In need of an administrative capital, a new settlement called Madrigal was founded on the Santángel Peninsula, later renamed the Madrigal Peninsula. It quickly grew into an important centre of trade, with a population of 80,000 by the year 1534. de Obregón mandated a policy of exploration and expansion inland, founding the outpost of Valdehuesa in 1537. The few Aboriginal Musgorocians living on the coasts were forced to retreat northwards by Spanish forces. Mixed units of local mercenaries and veteran soldiers called Vencedores acted as the de facto security forces for Nueva Orense, combating native raids, expanding territories and acting as an irregular police force. The discovery of silver and iron deposits attracted more settlers, and the prosperity of the colonies increased considerably, with territories stretching from Secano in the south-east to New Zamora in the north-west to Madrigal at the foot of the Almendara Mountains.

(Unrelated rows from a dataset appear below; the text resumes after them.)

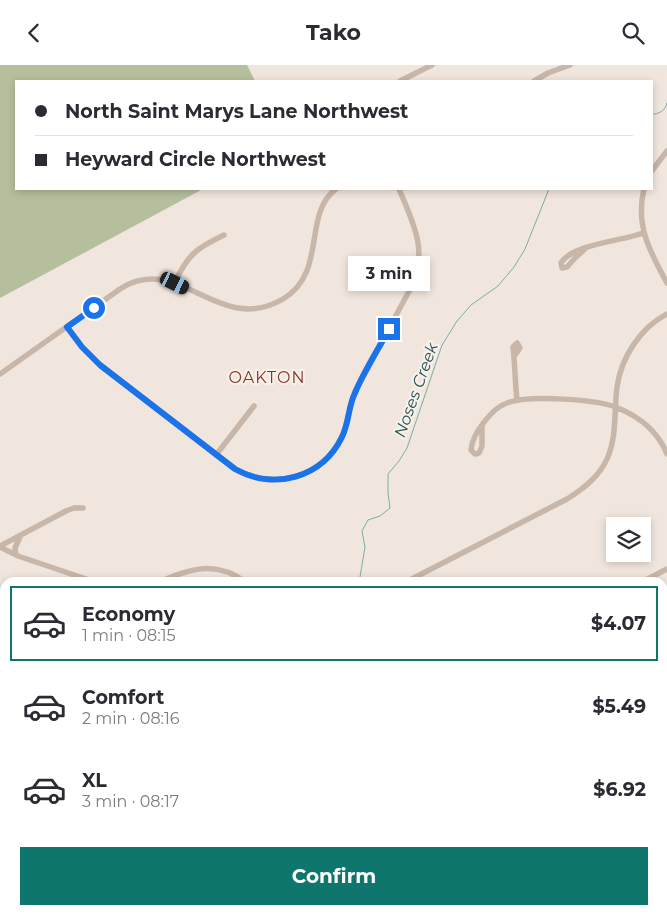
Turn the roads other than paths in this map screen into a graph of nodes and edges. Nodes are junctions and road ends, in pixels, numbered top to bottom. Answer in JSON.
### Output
{"nodes":[{"id":1,"x":432,"y":65,"type":"edge"},
{"id":2,"x":570,"y":65,"type":"edge"},
{"id":3,"x":402,"y":80,"type":"edge"},
{"id":4,"x":536,"y":80,"type":"edge"},
{"id":5,"x":667,"y":151,"type":"edge"},
{"id":6,"x":653,"y":169,"type":"edge"},
{"id":7,"x":335,"y":190,"type":"edge"},
{"id":8,"x":399,"y":190,"type":"edge"},
{"id":9,"x":644,"y":190,"type":"edge"},
{"id":10,"x":643,"y":233,"type":"junction"},
{"id":11,"x":224,"y":235,"type":"dead end"},
{"id":12,"x":586,"y":249,"type":"dead end"},
{"id":13,"x":175,"y":283,"type":"junction"},
{"id":14,"x":667,"y":283,"type":"edge"},
{"id":15,"x":667,"y":314,"type":"edge"},
{"id":16,"x":67,"y":327,"type":"junction"},
{"id":17,"x":515,"y":355,"type":"dead end"},
{"id":18,"x":0,"y":373,"type":"edge"},
{"id":19,"x":517,"y":400,"type":"junction"},
{"id":20,"x":254,"y":406,"type":"dead end"},
{"id":21,"x":616,"y":407,"type":"junction"},
{"id":22,"x":482,"y":427,"type":"dead end"},
{"id":23,"x":667,"y":454,"type":"edge"},
{"id":24,"x":216,"y":455,"type":"junction"},
{"id":25,"x":84,"y":508,"type":"dead end"},
{"id":26,"x":21,"y":535,"type":"junction"},
{"id":27,"x":0,"y":547,"type":"edge"},
{"id":28,"x":16,"y":555,"type":"junction"},
{"id":29,"x":667,"y":569,"type":"edge"},
{"id":30,"x":80,"y":577,"type":"edge"},
{"id":31,"x":174,"y":577,"type":"edge"},
{"id":32,"x":237,"y":577,"type":"edge"},
{"id":33,"x":416,"y":577,"type":"edge"},
{"id":34,"x":652,"y":577,"type":"edge"}],
"edges":[{"from":1,"to":3,"type":"street"},
{"from":2,"to":4,"type":"street"},
{"from":5,"to":6,"type":"street"},
{"from":7,"to":13,"type":"street"},
{"from":8,"to":24,"type":"street"},
{"from":9,"to":10,"type":"street"},
{"from":10,"to":12,"type":"street"},
{"from":10,"to":14,"type":"street"},
{"from":11,"to":13,"type":"street"},
{"from":13,"to":16,"type":"street"},
{"from":15,"to":21,"type":"street"},
{"from":16,"to":18,"type":"street"},
{"from":16,"to":24,"type":"street"},
{"from":17,"to":19,"type":"street"},
{"from":19,"to":21,"type":"street"},
{"from":19,"to":22,"type":"street"},
{"from":20,"to":24,"type":"street"},
{"from":21,"to":23,"type":"street"},
{"from":21,"to":33,"type":"street"},
{"from":25,"to":26,"type":"street"},
{"from":26,"to":27,"type":"street"},
{"from":26,"to":28,"type":"street"},
{"from":27,"to":28,"type":"street"},
{"from":28,"to":30,"type":"street"},
{"from":29,"to":34,"type":"street"},
{"from":31,"to":32,"type":"street"}]}
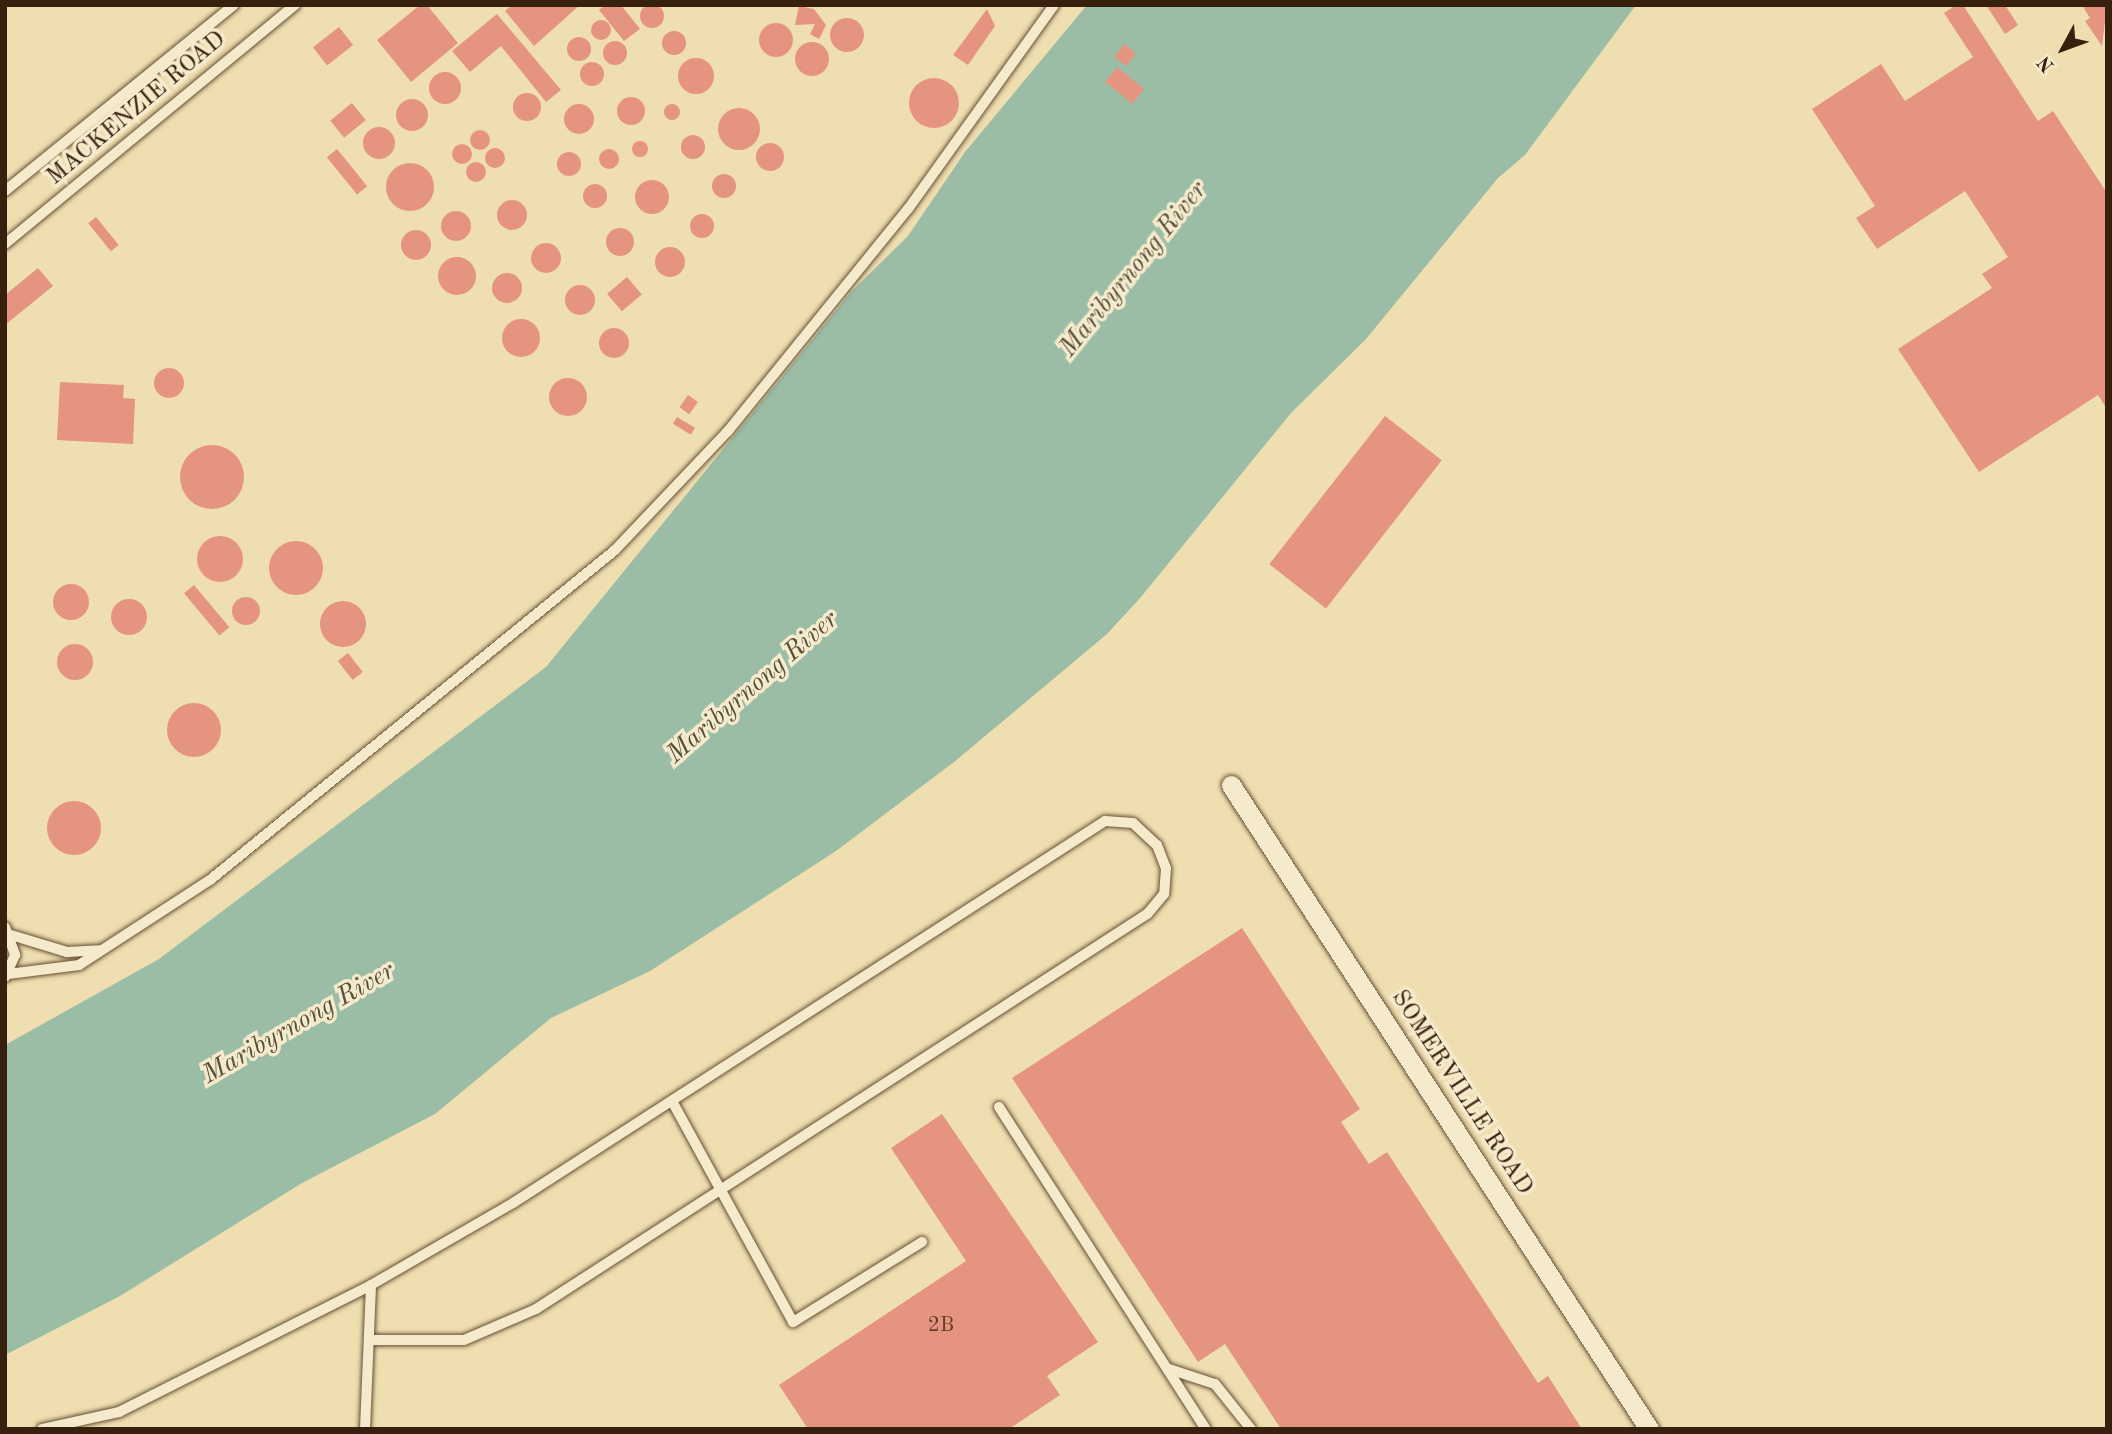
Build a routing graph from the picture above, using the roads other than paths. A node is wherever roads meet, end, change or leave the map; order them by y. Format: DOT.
graph roads {
  1 [pos="234,5"];
  2 [pos="295,5"];
  3 [pos="1054,5"];
  4 [pos="5,191"];
  5 [pos="5,244"];
  6 [pos="1231,785"];
  7 [pos="8,931"];
  8 [pos="100,950"];
  9 [pos="6,976"];
  10 [pos="673,1101"];
  11 [pos="999,1107"];
  12 [pos="723,1185"];
  13 [pos="922,1242"];
  14 [pos="371,1285"];
  15 [pos="369,1340"];
  16 [pos="1169,1369"];
  17 [pos="42,1429"];
  18 [pos="365,1429"];
  19 [pos="1206,1429"];
  20 [pos="1251,1429"];
  21 [pos="1649,1429"];
  1 -- 4 [label="lane, MACKENZIE ROAD"];
  2 -- 5 [label="lane, MACKENZIE ROAD"];
  3 -- 8 [label="lane"];
  6 -- 21 [label="street, SOMERVILLE ROAD"];
  7 -- 8 [label="lane"];
  7 -- 9 [label="lane"];
  8 -- 9 [label="lane"];
  10 -- 12 [label="lane"];
  10 -- 12 [label="lane"];
  10 -- 14 [label="lane"];
  11 -- 16 [label="lane"];
  12 -- 13 [label="lane"];
  12 -- 15 [label="lane"];
  14 -- 15 [label="lane"];
  14 -- 17 [label="lane"];
  15 -- 18 [label="lane"];
  16 -- 19 [label="lane"];
  16 -- 20 [label="lane"];
}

With the influx of settlers came many missionaries eager to convert the Aboriginal Musgorocians to Catholicism. Initially, these were mainly of the Dominican Order. They were later joined by members of the Society of Jesus. Tensions quickly grew between the two orders in how to convert the natives, with the Dominicans preferring the provision of a thorough education on Catholic reasoning. By contrast, the Jesuits sought to evangelise the masses of natives en masse as soon as possible. The Dominicans maintained their dominance, gaining vast power and influence across Nueva Orense and using it to protect Aboriginal Musgorocians from persecution by imperial forces. In doing so, they introduced many Aboriginal leaders to Western education for the first time. In exchange, raids on settlers decreased dramatically and by 1555 a cordial relationship between the two groups of people had developed on the colonial frontier. The next decade on the continent was largely peaceful.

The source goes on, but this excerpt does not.